Aunque, evidentemente todo esto tiene una carga política e ideológica muy importante, en esta cuestión el impuesto de sucesiones juega un papel clave. De hecho, la reducción de la desigualdad en Occidente durante los años 40 a 70 del siglo pasado también tiene algo que ver con los elevados impuestos de sucesiones; y no sólo con la necesidad de reponer el stock de capital destruido en la Segunda Guerra Mundial. Desde luego, el grado adecuado de impuestos sobre las herencias sigue siendo una cuestión polémica en la economía y también en la política.

En España, en cualquier caso, estamos muy lejos de poder plantearnos un impuesto de sucesiones no ya que reduzca las desigualdades, sino que tenga una recaudación relevante. No sólo por la cuestión territorial que antes hemos comentado, sino por el tema de los beneficios fiscales: por ejemplo, los bienes del patrimonio histórico están exentos.
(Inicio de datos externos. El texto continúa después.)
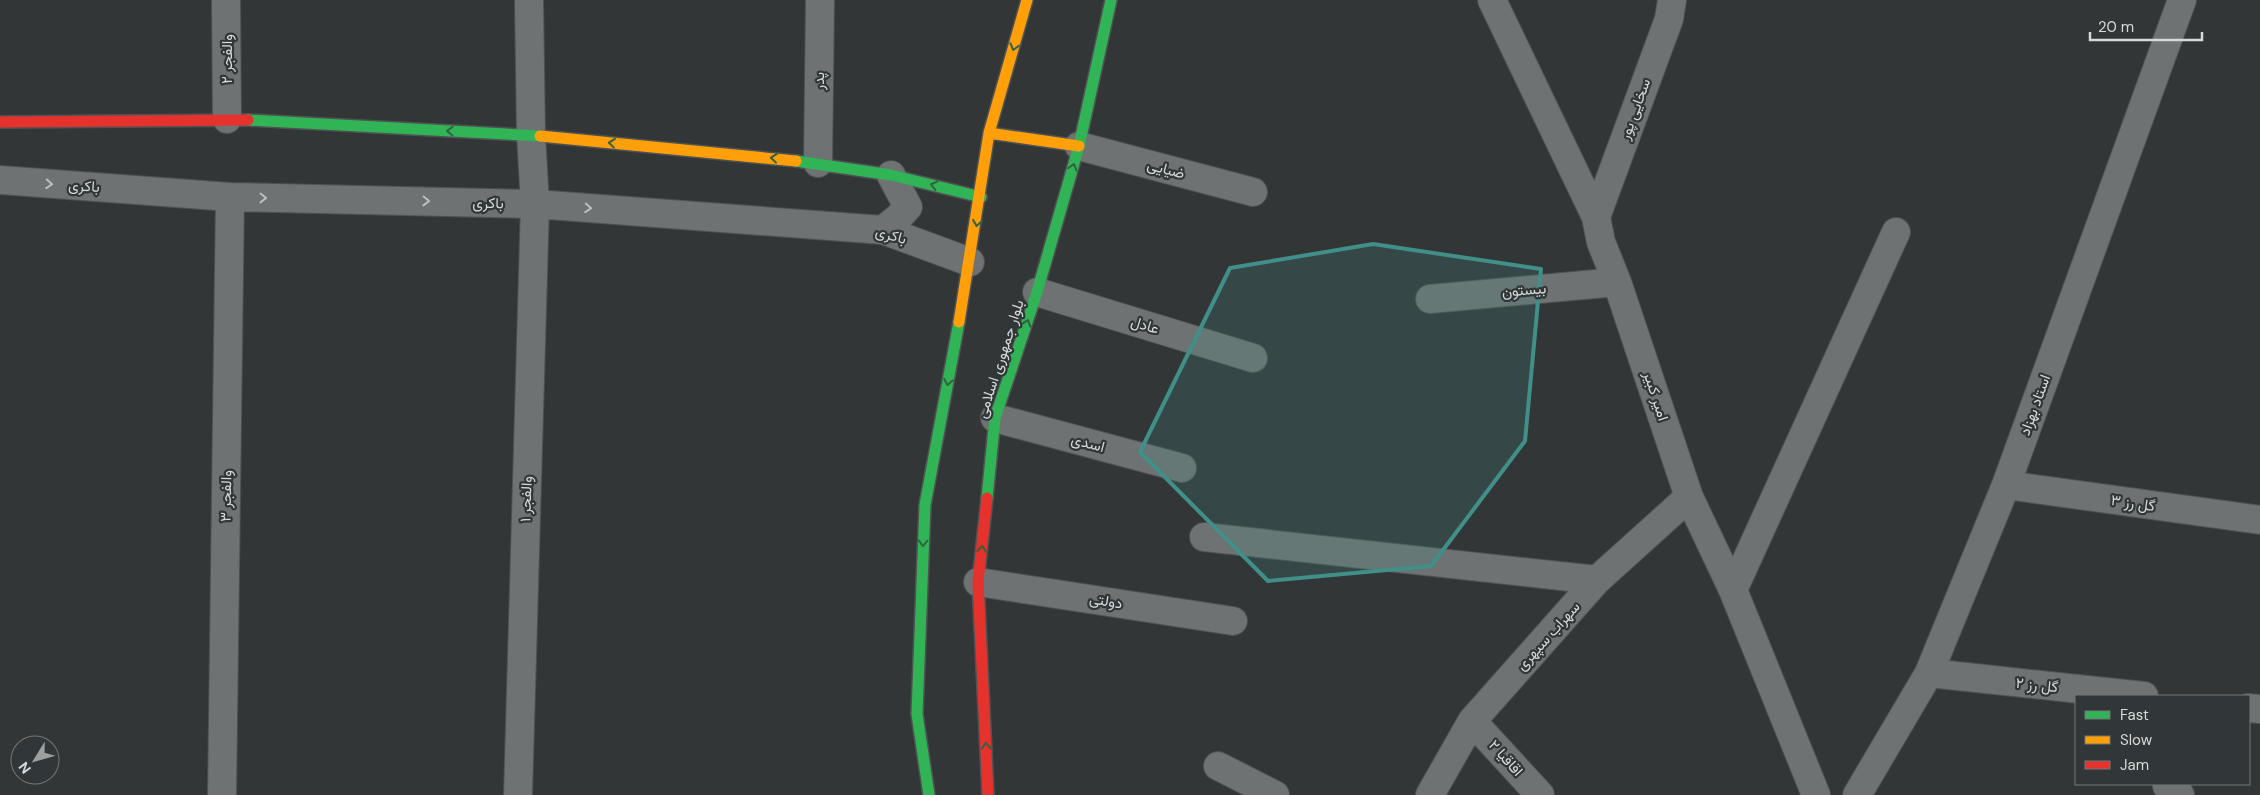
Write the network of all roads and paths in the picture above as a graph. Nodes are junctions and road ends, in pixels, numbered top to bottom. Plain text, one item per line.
1 (226, 0) edge
2 (529, 0) edge
3 (820, 0) edge
4 (1027, 0) edge
5 (1111, 0) edge
6 (1492, 0) edge
7 (1672, 0) edge
8 (2182, 0) edge
9 (227, 119) junction
10 (0, 122) edge
11 (989, 133) junction
12 (531, 135) junction
13 (1079, 146) junction
14 (818, 163) junction
15 (891, 175) junction
16 (0, 180) edge
17 (1253, 192) dead end
18 (230, 197) junction
19 (981, 197) junction
20 (535, 204) junction
21 (1596, 217) junction
22 (883, 230) junction
23 (1896, 232) dead end
24 (970, 262) junction
25 (1617, 282) junction
26 (1037, 292) junction
27 (1430, 299) dead end
28 (1253, 358) dead end
29 (995, 418) junction
30 (1182, 468) dead end
31 (2006, 485) junction
32 (1689, 497) junction
33 (2260, 520) edge
34 (1204, 537) dead end
35 (1597, 580) junction
36 (978, 582) junction
37 (1733, 590) junction
38 (1233, 621) dead end
39 (1929, 673) junction
40 (2135, 695) edge
41 (1472, 721) junction
42 (1218, 766) dead end
43 (222, 795) edge
44 (518, 795) edge
45 (928, 795) edge
46 (988, 795) edge
47 (1275, 795) edge
48 (1430, 795) edge
49 (1540, 795) edge
50 (1816, 795) edge
51 (1856, 795) edge

1 - 9 street, والفجر ۲
2 - 12 street, والفجر ۱
3 - 14 street, پدر
4 -> 11 main road
5 - 13 main road, بلوار جمهوری اسلامی
6 - 21 street, امیر کبیر
7 - 21 street, سخایی پور
8 - 31 street, استاد بهزاد
9 - 10 main road
12 -> 9 main road
11 - 13 main road
11 - 19 main road
14 -> 12 main road
12 - 20 street, والفجر ۱
13 - 17 street, ضیایی
26 -> 13 main road, بلوار جمهوری اسلامی
14 - 15 main road
19 -> 15 main road
15 - 22 street
16 -> 18 street, باکری
18 -> 20 street, باکری
18 - 43 street, والفجر ۳
19 -> 24 main road
20 -> 22 street, باکری
20 - 44 street, والفجر ۱
21 - 25 street, امیر کبیر
22 - 24 street, باکری
23 - 37 street
24 -> 45 main road
25 - 27 street, بیستون
25 - 32 street, امیر کبیر
26 - 28 street, عادل
29 -> 26 main road, بلوار جمهوری اسلامی
29 - 30 street, اسدی
36 -> 29 main road, بلوار جمهوری اسلامی
31 - 33 street, گل رز ۳
31 - 39 street, استاد بهزاد
32 - 35 street, سهراب سپهری
32 - 37 street, امیر کبیر
34 - 35 street
35 - 41 street, سهراب سپهری
36 - 38 street, دولتی
46 -> 36 main road, بلوار جمهوری اسلامی
37 - 50 street, امیر کبیر
39 - 40 street, گل رز ۲
39 - 51 street, استاد بهزاد
41 - 48 street, سهراب سپهری
41 - 49 street, اقاقیا ۲
42 - 47 street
Esto supone que la herencia de algunos palacios, obras de arte… nunca pagará impuestos en su transmisión. Esto puede parecer exótico, pero tiene su coste recaudatorio, por ejemplo en las herencias de las casas nobiliarias. Esto parece haber ocurrido en el caso de la duquesa de Alba: el sindicato de técnicos Gestha afirma que el 90% de la herencia está exenta por este motivo. Aunque no es descabellado pensar que el patrimonio de una casa nobiliaria tenga un porcentaje importante de bienes exentos, un 90% parece exagerado; y nunca he conseguido saber de dónde proceden buena parte de los datos que maneja el sindicato Gestha.

Hay otra cuestión más relevante: la reducción del 95% en la adquisición por herencia de empresas familiares. Hoy en día, los patrimonios más grandes son obviamente los patrimonios empresariales; si estos patrimonios no se gravan, lógicamente toda la recaudación recaerá en las clases medias.
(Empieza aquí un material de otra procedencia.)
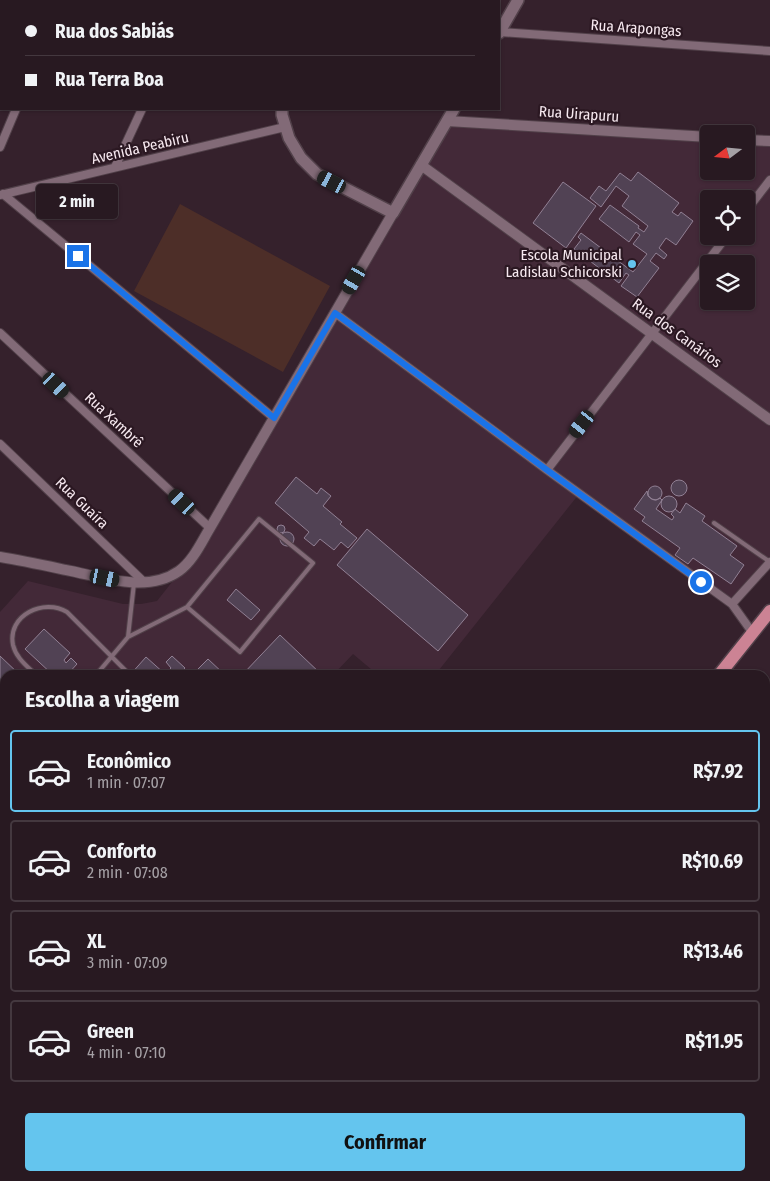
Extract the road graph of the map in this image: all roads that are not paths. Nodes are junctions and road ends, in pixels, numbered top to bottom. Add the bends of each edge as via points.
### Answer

En este caos fiscal, es previsible que en el caso de la duquesa, como en tantos otros, asistamos ahora a la pelea de dos administraciones autonómicas por el impuesto de sucesiones, Andalucía y Madrid. O más bien, probablemente, entre una Comunidad Autónoma que quiere cobrar, Andalucía, y los herederos, ya que la Comunidad de Madrid ha desfiscalizado el impuesto al 99%. Bien, cuando todas las Comunidades Autónomas se quejan de que el sistema de financiación es insuficiente, alguien debería plantearse cómo no lo va a ser, si hay renuncias de este calibre para cobrar impuestos. Porque si esto es así, los titulares de los grandes patrimonios se instalarán donde no tengan que pagar impuestos patrimoniales, es decir patrimonio y sucesiones. Esto no sólo es injusto, sino también ineficiente económicamente.

Si queremos servicios públicos del siglo XXI, necesitamos una fiscalidad moderna. Un impuesto de sucesiones que apenas recauda, que tiene diferencias brutales entre territorios, y en el que los grandes patrimonios apenas contribuyen no es un impuesto moderno, sino más bien medieval y caótico. Como en tantas otras cosas, urge una reforma, porque a día de hoy en España, las muertes son ciertas, lo que es imposible de arreglar, pero algunos impuestos, no.